Saved data entries:
-.-.-

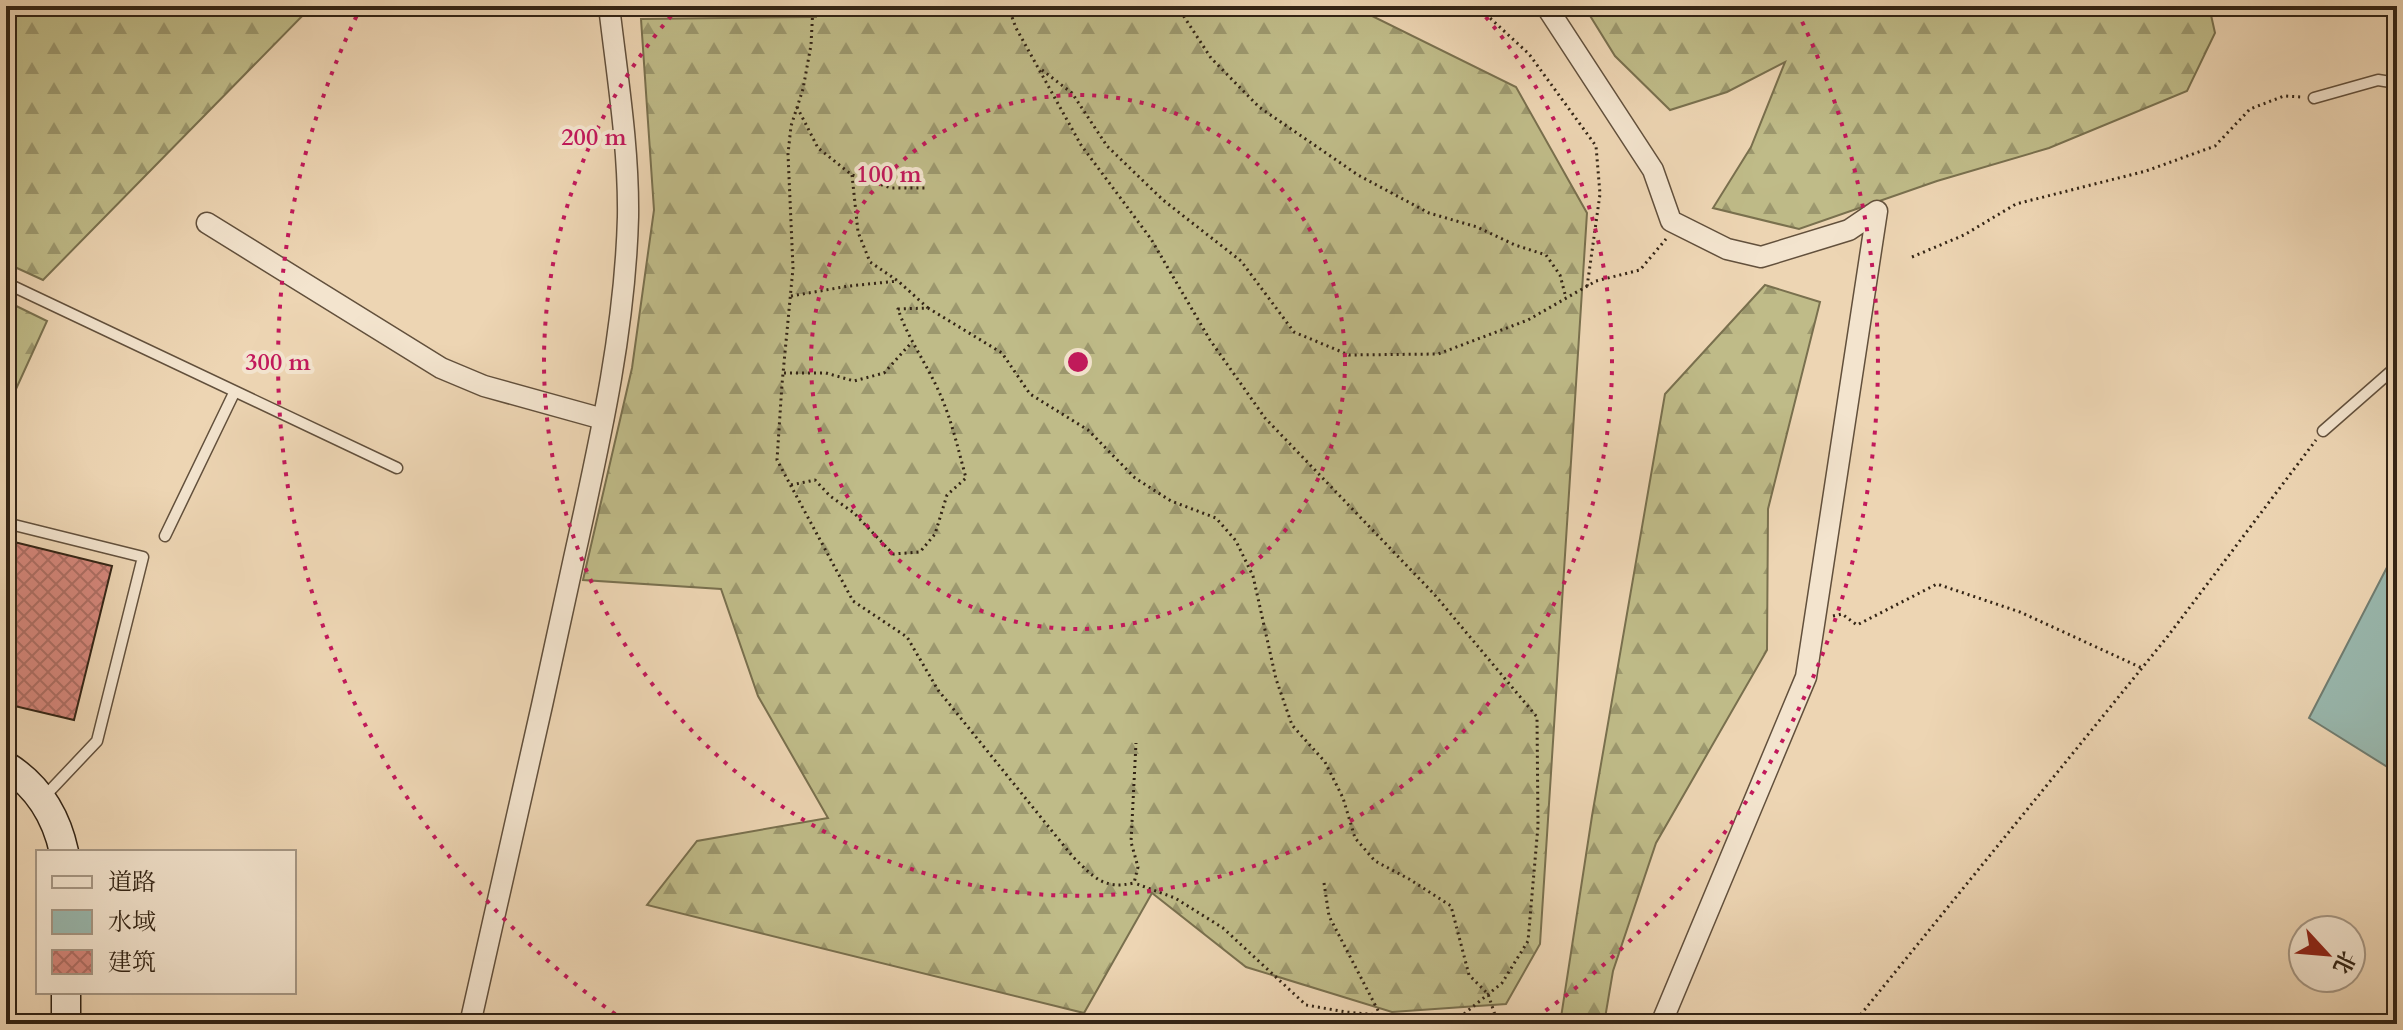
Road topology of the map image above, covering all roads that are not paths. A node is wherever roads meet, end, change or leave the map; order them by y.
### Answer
1 (609, 6) edge
2 (1546, 6) edge
3 (2397, 83) edge
4 (2314, 98) road end
5 (207, 223) dead end
6 (6, 283) edge
7 (2397, 366) edge
8 (234, 393) junction
9 (603, 419) junction
10 (2323, 431) road end
11 (397, 468) dead end
12 (6, 523) edge
13 (165, 536) dead end
14 (6, 766) edge
15 (6, 782) edge
16 (42, 799) junction
17 (50, 850) edge
18 (63, 850) edge
19 (54, 994) edge
20 (66, 994) edge
21 (54, 1024) edge
22 (66, 1024) edge
23 (470, 1024) edge
24 (1661, 1024) edge

1 - 9 street
2 - 24 street
3 - 4 lane
5 - 9 street
6 - 8 lane
7 - 10 lane
8 - 11 lane
8 - 13 lane
9 - 23 street
12 - 16 lane
14 - 16 main road
15 - 17 main road
16 - 18 main road
19 - 21 main road
20 - 22 main road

-.-.-

Whenever images occur above, omit them and retype each line exactly as it stands.

### RESULT FOR THIS TASK
Road topology of the map image above, covering all roads that are not paths. A node is wherever roads meet, end, change or leave the map; order them by y.
### Answer
1 (609, 6) edge
2 (1546, 6) edge
3 (2397, 83) edge
4 (2314, 98) road end
5 (207, 223) dead end
6 (6, 283) edge
7 (2397, 366) edge
8 (234, 393) junction
9 (603, 419) junction
10 (2323, 431) road end
11 (397, 468) dead end
12 (6, 523) edge
13 (165, 536) dead end
14 (6, 766) edge
15 (6, 782) edge
16 (42, 799) junction
17 (50, 850) edge
18 (63, 850) edge
19 (54, 994) edge
20 (66, 994) edge
21 (54, 1024) edge
22 (66, 1024) edge
23 (470, 1024) edge
24 (1661, 1024) edge

1 - 9 street
2 - 24 street
3 - 4 lane
5 - 9 street
6 - 8 lane
7 - 10 lane
8 - 11 lane
8 - 13 lane
9 - 23 street
12 - 16 lane
14 - 16 main road
15 - 17 main road
16 - 18 main road
19 - 21 main road
20 - 22 main road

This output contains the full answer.